Sementara Ahok mengambil waktu sepenuhnya pada segmen kelima, sementara Djarot berbicara secara utuh pada segmen ketiga. Sandi dan Sylvi tidak melakukan seperti yang dilakukan Djarot.
Sekalipun dalam pelaksanaan debat semalam pasangan nomor urut tiga menerapkan strategi yang lebih menonjolkan sosok calon Gubernur Anies Rasyid Baswedan, sedangkan calon Gubernur nomor urut satu dan dua menerapkan pola tampil yang relatif proporsional dengan masing-masing pasangangannya, namun hal itu sama sekali tidak menunjukan superioritas dari salah satu pasangan calon.

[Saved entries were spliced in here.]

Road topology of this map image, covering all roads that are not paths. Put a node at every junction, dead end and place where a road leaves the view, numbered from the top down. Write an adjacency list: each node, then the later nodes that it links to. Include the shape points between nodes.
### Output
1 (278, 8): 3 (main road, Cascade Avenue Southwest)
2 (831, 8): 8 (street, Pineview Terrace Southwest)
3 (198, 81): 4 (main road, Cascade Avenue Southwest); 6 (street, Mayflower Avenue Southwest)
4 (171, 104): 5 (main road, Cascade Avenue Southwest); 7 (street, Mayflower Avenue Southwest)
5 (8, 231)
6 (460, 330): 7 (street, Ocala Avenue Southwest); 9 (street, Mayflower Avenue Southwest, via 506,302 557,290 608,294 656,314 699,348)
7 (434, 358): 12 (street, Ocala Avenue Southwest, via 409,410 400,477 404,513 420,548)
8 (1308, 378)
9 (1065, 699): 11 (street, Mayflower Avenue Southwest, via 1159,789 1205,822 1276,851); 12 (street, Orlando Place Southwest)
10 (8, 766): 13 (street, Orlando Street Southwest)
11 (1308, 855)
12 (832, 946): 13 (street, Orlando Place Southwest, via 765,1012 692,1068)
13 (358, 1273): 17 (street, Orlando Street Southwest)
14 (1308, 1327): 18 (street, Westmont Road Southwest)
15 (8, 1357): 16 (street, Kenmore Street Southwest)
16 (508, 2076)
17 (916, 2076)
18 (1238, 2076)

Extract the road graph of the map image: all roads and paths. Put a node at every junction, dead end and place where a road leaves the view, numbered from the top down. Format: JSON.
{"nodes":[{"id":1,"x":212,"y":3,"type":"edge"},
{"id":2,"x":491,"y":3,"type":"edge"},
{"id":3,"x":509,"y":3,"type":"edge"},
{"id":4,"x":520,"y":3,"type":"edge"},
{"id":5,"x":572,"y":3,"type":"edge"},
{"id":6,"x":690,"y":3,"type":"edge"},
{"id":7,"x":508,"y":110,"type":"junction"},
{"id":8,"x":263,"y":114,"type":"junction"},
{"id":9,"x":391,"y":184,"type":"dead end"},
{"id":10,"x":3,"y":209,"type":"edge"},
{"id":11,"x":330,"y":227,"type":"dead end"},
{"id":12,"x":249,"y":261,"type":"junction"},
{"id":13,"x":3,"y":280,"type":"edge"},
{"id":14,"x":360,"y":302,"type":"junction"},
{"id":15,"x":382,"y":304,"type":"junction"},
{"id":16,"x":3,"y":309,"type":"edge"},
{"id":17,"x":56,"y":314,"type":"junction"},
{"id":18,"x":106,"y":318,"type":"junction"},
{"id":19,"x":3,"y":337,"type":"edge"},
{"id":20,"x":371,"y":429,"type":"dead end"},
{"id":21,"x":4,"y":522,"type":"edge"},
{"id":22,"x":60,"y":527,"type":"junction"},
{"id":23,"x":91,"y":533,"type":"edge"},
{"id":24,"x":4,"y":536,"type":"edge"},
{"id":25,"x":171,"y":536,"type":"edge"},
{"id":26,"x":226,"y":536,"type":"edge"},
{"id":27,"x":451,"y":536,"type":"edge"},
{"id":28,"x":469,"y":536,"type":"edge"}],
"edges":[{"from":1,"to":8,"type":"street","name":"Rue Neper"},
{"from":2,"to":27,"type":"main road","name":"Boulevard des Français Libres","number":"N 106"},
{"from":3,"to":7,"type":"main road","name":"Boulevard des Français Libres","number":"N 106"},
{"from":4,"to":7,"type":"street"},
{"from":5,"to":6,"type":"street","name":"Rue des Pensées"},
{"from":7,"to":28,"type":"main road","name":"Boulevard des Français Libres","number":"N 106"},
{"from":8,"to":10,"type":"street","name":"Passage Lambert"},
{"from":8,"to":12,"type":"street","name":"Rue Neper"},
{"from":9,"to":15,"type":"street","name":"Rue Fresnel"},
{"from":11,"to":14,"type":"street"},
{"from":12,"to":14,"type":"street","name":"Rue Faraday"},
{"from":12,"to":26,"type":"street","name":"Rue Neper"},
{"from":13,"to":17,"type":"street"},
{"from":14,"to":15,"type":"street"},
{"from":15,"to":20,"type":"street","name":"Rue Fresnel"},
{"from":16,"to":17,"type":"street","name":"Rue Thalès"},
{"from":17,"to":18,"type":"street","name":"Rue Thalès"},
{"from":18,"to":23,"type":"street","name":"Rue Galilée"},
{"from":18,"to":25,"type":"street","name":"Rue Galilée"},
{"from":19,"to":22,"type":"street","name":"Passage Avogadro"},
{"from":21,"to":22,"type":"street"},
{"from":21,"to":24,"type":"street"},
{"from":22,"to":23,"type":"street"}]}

"Ini semata perbedaan strategi debat saja," ucap Said
Namun, sambung Said, jika strategi dari masing-masing pasangan tersebut dikaitkan dengan gambaran pelaksanaan tugas dan wewenang Gubernur dan Wakil Gubernur DKI Jakarta yang kelak akan dijabat oleh salah satu pasangan calon, maka strategi yang diterapkan oleh pasangan nomor urut tiga dengan lebih menonjolkan sosok calon Gubernur daripada sosok calon Wakil Gubernurnya menemukan relevansinya.
Dalam pemilihan kepala daerah dan wakil kepala daerah, walaupun calon gubernur dan calon wakil gubernur dipilih secara berpasangan, tidak berarti kewenangan seorang gubernur sama dengan kewenangan wakil gubernur. Ketika salah satu dari pasangan calon itu terpilih, maka kekuasaan pemerintah daerah DKI nantinya berada sepenuhnya ditangan Gubernur.
Posisi Wakil Gubernur hanya bersifat membantu tugas-tugas tertentu Gubernur, memberikan saran dan pertimbangan, serta menggantikan tugas dan wewenang Gubernur ketika berhalangan.